Scan the records for the word "lineWidth". Return each line where it is found.

(Data supplied Opens)

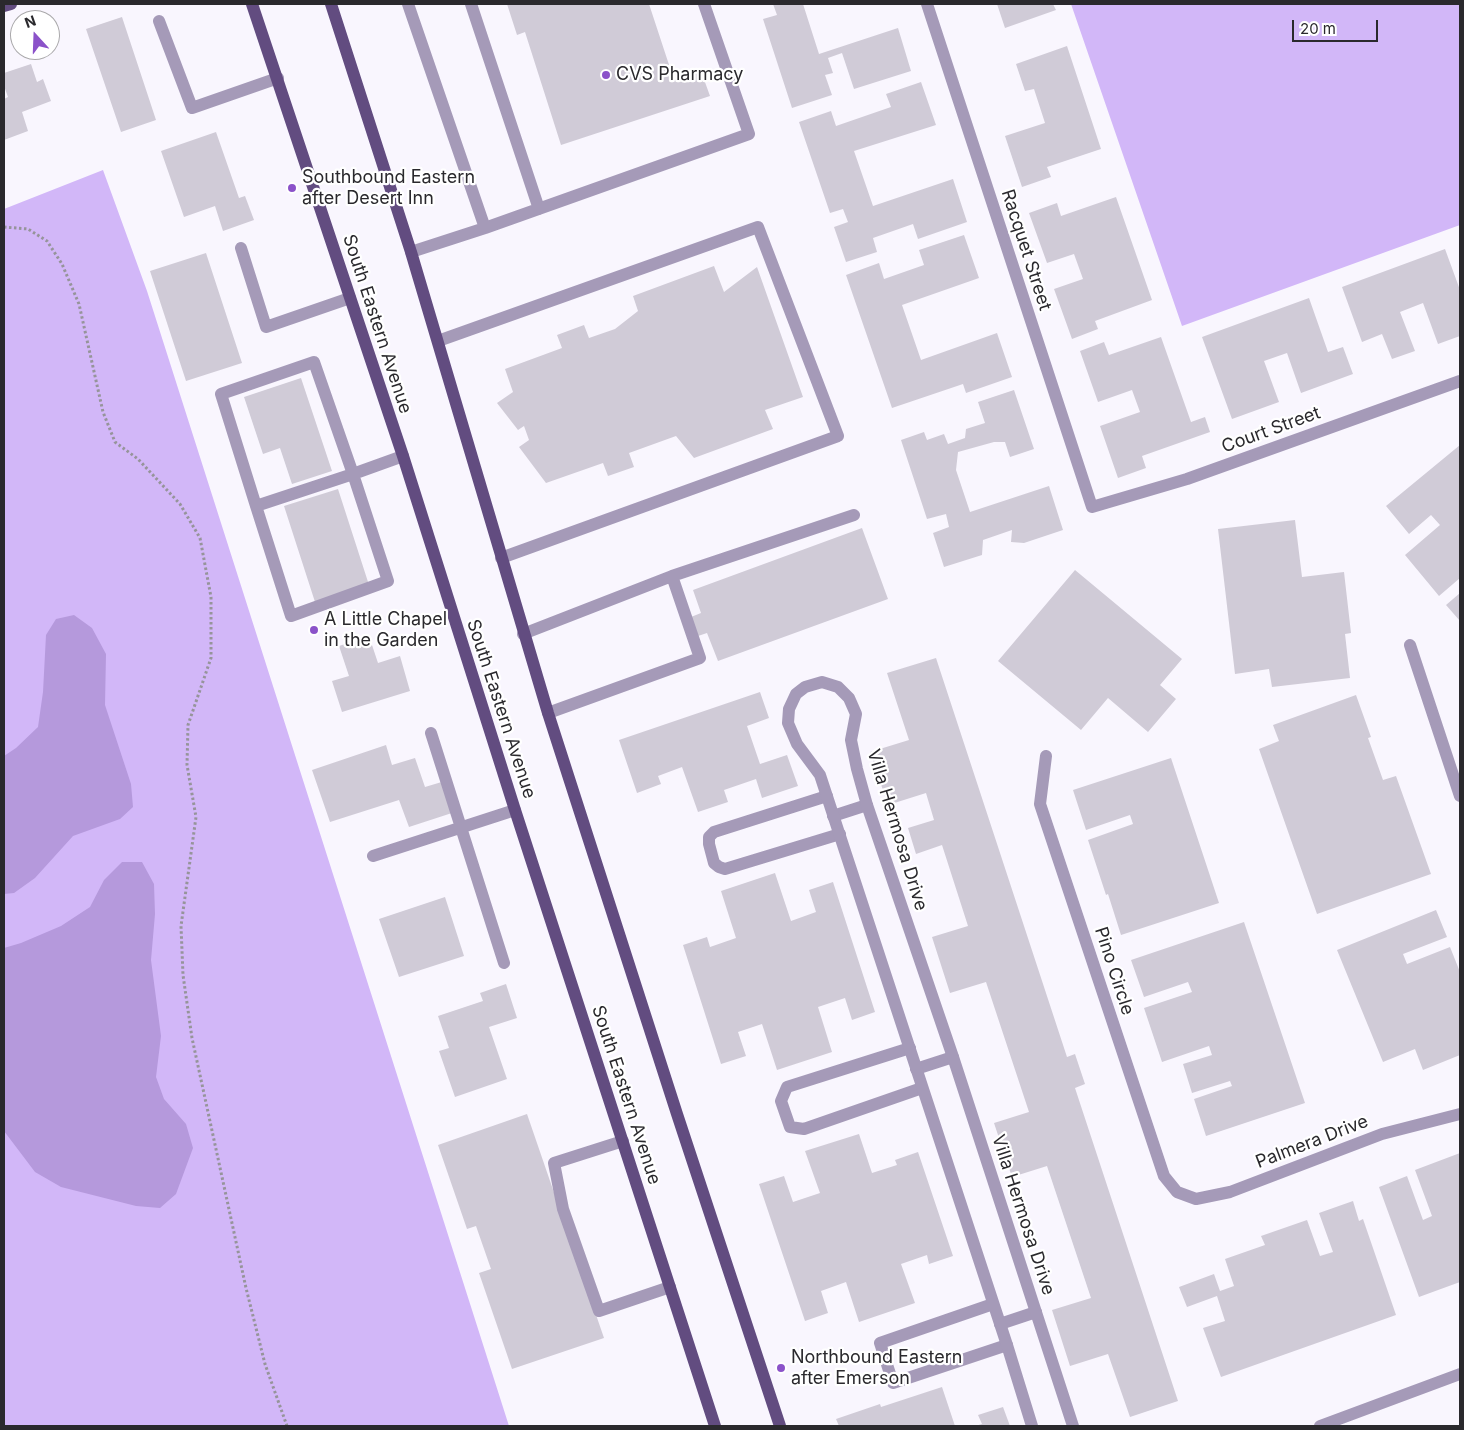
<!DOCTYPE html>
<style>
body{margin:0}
#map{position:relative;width:1464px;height:1430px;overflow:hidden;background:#f9f6fe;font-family:Inter,sans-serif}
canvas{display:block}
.frame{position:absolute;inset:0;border:5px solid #2a292d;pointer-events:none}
.north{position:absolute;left:10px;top:10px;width:50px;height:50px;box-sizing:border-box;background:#fff;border:1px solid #aaa9ab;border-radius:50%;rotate:340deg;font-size:14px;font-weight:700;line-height:20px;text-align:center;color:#2a292d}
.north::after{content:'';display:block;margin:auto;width:18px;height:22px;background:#8b52c9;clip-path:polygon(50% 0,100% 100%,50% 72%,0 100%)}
.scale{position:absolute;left:1292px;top:20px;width:86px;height:22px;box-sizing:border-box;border:2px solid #2a292d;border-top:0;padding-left:6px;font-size:15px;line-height:18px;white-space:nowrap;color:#2a292d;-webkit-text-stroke:4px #fff;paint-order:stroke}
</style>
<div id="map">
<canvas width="1464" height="1430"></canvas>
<div class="frame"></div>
<div class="north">N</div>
<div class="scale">20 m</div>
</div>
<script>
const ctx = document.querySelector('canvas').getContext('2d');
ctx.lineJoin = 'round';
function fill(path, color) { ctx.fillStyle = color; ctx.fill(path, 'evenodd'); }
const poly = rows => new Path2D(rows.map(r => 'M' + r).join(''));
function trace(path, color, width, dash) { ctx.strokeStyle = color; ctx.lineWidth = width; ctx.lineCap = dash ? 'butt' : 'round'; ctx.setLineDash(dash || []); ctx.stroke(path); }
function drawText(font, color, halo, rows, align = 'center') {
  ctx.font = font + ' Inter,sans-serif'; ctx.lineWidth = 4.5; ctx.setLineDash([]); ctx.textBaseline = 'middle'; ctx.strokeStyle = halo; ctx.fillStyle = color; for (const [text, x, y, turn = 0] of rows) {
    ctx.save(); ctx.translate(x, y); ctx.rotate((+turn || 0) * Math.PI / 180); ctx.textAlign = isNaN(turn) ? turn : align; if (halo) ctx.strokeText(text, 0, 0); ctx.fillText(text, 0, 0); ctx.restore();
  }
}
const green = poly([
 [1071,4,1460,4,1460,225,1182,326],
 [103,170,147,291,509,1426,4,1426,4,209]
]);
const water = poly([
 [74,615,92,628,106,654,105,705,131,784,133,807,120,819,73,836,35,878,14,893,4,894,4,756,16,748,38,727,43,692,46,635,56,619],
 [122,862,142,862,154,884,155,914,151,960,161,1036,156,1077,164,1099,186,1124,193,1148,176,1194,160,1208,136,1206,61,1187,35,1172,4,1131,4,948,21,943,61,926,90,907,104,880]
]);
const building = poly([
 [507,4,649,4,674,80,701,71,710,96,561,145,525,32,517,35],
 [773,4,803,4,819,54,898,28,911,71,854,89,842,53,828,58,833,73,825,75,832,95,792,108,763,19,777,15],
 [997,4,1053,4,1056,10,1005,28],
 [122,17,156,120,121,132,86,29],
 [1067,46,1101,149,1047,167,1051,177,1022,187,1005,136,1045,123,1034,89,1025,91,1016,64],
 [31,64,37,82,43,79,51,101,22,112,28,131,4,140,4,99,8,97,4,86,4,73],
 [921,82,936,125,854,151,873,206,953,179,967,222,918,239,913,224,873,238,877,252,846,262,834,227,848,222,843,209,830,213,799,122,831,111,836,126,891,107,886,94],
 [216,132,239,198,245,196,254,220,223,231,215,206,184,217,161,151],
 [1116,197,1152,300,1095,321,1098,329,1072,339,1054,289,1083,279,1074,254,1047,263,1029,213,1057,203,1061,216],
 [964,235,979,278,902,305,921,360,997,333,1012,377,966,393,963,384,892,408,846,275,879,263,884,279,924,265,919,250],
 [1445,249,1460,290,1460,336,1438,344,1423,303,1400,312,1415,351,1392,359,1382,334,1362,342,1342,287],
 [206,253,242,363,186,381,150,271],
 [714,266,724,292,757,267,803,397,765,410,773,429,694,458,676,436,629,453,634,467,608,476,603,463,546,483,519,447,529,440,524,426,518,430,497,403,513,392,505,369,562,348,557,335,584,325,589,338,615,329,638,311,633,296],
 [1309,298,1328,352,1343,347,1353,374,1301,393,1287,353,1264,361,1279,402,1232,419,1202,337],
 [1161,337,1191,422,1205,417,1210,432,1142,456,1146,468,1118,478,1100,426,1140,412,1132,390,1098,402,1080,351,1104,342,1109,355],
 [301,378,332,471,292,484,280,448,263,454,244,397],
 [1014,390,1034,449,1010,457,1005,442,994,442,958,452,956,470,970,512,1049,486,1063,530,1024,543,1011,542,1012,530,983,540,982,555,944,567,933,533,949,527,946,514,927,519,901,440,924,432,927,440,944,434,948,444,965,438,966,429,985,423,978,402],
 [1460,445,1460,578,1439,596,1405,555,1440,525,1431,515,1409,534,1386,506],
 [338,489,369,585,315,602,284,506],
 [1295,520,1302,577,1344,572,1351,633,1345,634,1350,678,1272,687,1269,669,1235,674,1218,529],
 [862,528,888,599,718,661,707,633,698,636,691,617,701,613,693,590],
 [1075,570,1182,659,1160,685,1176,699,1148,732,1108,698,1081,730,998,661],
 [1460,593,1460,621,1446,605],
 [369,636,378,663,400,656,410,691,342,712,332,681,349,676,339,646],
 [936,658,1067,1057,1075,1054,1085,1084,1075,1088,1178,1401,1130,1417,1108,1354,1070,1366,1052,1310,1091,1298,1047,1166,1012,1177,994,1123,1029,1112,986,982,950,993,932,937,968,926,942,845,916,854,908,828,934,820,926,793,888,805,870,752,909,740,887,673],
 [760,692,769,718,747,726,760,764,787,755,798,786,762,798,756,779,724,790,728,802,698,812,682,767,658,776,661,784,637,793,619,740],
 [1356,695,1371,737,1368,738,1383,780,1396,776,1431,874,1317,914,1259,749,1279,741,1273,725],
 [386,745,392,765,415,758,425,787,445,781,455,812,409,827,399,800,330,822,312,770],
 [1171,758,1219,903,1121,935,1108,894,1106,895,1088,840,1133,824,1130,815,1086,830,1073,790],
 [775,873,791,921,816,912,809,890,833,882,875,1012,852,1020,845,998,818,1007,832,1052,777,1070,762,1024,738,1032,746,1056,721,1064,683,945,707,937,710,947,736,938,721,891],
 [445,897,464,956,399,977,379,919],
 [1436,910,1447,937,1403,954,1407,964,1450,947,1460,972,1460,1055,1423,1070,1415,1049,1383,1062,1337,950],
 [1244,922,1305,1103,1206,1136,1194,1099,1232,1086,1230,1081,1192,1093,1183,1064,1212,1055,1209,1046,1162,1062,1144,1008,1192,992,1188,982,1144,997,1131,960],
 [506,984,517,1018,489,1027,507,1079,455,1097,439,1051,449,1048,438,1016,483,1001,480,993],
 [527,1114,604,1338,512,1369,479,1273,491,1269,476,1226,467,1229,438,1145],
 [859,1134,872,1173,897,1165,895,1160,918,1152,953,1256,929,1264,927,1255,901,1264,915,1303,859,1322,846,1282,821,1291,828,1313,805,1321,759,1184,784,1176,793,1202,820,1193,805,1151],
 [1460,1153,1460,1282,1419,1297,1379,1187,1407,1176,1423,1220,1432,1216,1415,1170],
 [1353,1201,1359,1221,1363,1219,1396,1315,1221,1377,1203,1328,1225,1321,1217,1296,1187,1307,1179,1287,1214,1274,1220,1291,1234,1286,1225,1259,1265,1245,1261,1236,1307,1220,1320,1256,1333,1252,1319,1213],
 [942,1387,955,1426,839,1426,836,1419,880,1404,881,1407],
 [1003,1407,1010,1426,975,1426,982,1424,978,1415]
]);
const path = poly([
 [4,227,28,229,47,241,62,264,79,304,103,412,115,442,138,459,180,504,200,538,211,597,211,658,188,725,187,765,196,817,181,926,183,975,192,1038,246,1288,265,1364,287,1426]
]);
const service = poly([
 [408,4,485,228],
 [471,4,539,209],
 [159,21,192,108,278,78],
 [241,248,266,327,350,298],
 [411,252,485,228,749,134,704,4],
 [438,341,758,227,838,436,501,558],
 [256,506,353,474,388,581,291,616,256,506,221,394,314,362,353,474,403,456],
 [523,634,672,576,854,515],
 [548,713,700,658,672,576],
 [431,733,504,963],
 [827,796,714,832,709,837,709,844,714,863,719,867,725,869,840,834],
 [833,816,867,805],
 [373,856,515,810],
 [910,1048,787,1087,781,1101,790,1127,804,1129,922,1088],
 [916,1069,953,1057],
 [623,1141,554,1163,563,1209,599,1311,670,1287],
 [993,1304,880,1343,893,1383,1007,1345],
 [1000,1324,1036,1312]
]);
const minor = poly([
 [927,4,1092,507,1187,479,1460,381],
 [1410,645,1460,796],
 [1046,756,1040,804,1164,1176,1177,1192,1196,1199,1230,1192,1382,1134,1460,1114],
 [1032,1426,1007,1345,820,775,797,744,788,723,789,709,796,694,805,687,822,682,838,687,849,698,856,714,851,740,857,769,867,805,953,1057,1073,1426],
 [1320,1426,1460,1374]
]);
const primary = poly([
 [252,4,403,456,515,810,715,1426],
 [331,4,411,252,548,713,677,1114,780,1426],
 [4,6,11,4]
]);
const markers = [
 [606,75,5,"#8b52c9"],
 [292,188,5,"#8b52c9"],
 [314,630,5,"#8b52c9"],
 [781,1368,5,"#8b52c9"]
];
const poiNames = [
 ["CVS Pharmacy",616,75],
 ["Southbound Eastern",302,178],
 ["after Desert Inn",302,199],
 ["A Little Chapel",324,620],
 ["in the Garden",324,641],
 ["Northbound Eastern",791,1358],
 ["after Emerson",791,1379]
];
const streetNames = [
 ["Racquet Street",1026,250,72],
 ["South Eastern Avenue",377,324,72],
 ["Court Street",1271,430,-20],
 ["South Eastern Avenue",501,709,72],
 ["Villa Hermosa Drive",897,830,73],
 ["Pino Circle",1114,971,72],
 ["South Eastern Avenue",626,1095,72],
 ["Palmera Drive",1312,1142,-21],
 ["Villa Hermosa Drive",1023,1215,72]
];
fill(green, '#d2b7f8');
fill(water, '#b599dc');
fill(building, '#d0cbd7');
trace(path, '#96949a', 3, [2.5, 2.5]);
trace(service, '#a59ab8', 12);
trace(minor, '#a59ab8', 12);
trace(primary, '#624c80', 12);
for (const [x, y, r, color] of markers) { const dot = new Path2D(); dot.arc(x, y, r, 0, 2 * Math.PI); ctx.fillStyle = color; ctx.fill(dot); trace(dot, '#fff', 2); }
drawText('18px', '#2a292d', '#fff', poiNames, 'left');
drawText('18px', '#2a292d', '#fff', streetNames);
</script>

(Data supplied Closes)

**Exercise result**
function trace(path, color, width, dash) { ctx.strokeStyle = color; ctx.lineWidth = width; ctx.lineCap = dash ? 'butt' : 'round'; ctx.setLineDash(dash || []); ctx.stroke(path); }
  ctx.font = font + ' Inter,sans-serif'; ctx.lineWidth = 4.5; ctx.setLineDash([]); ctx.textBaseline = 'middle'; ctx.strokeStyle = halo; ctx.fillStyle = color; for (const [text, x, y, turn = 0] of rows) {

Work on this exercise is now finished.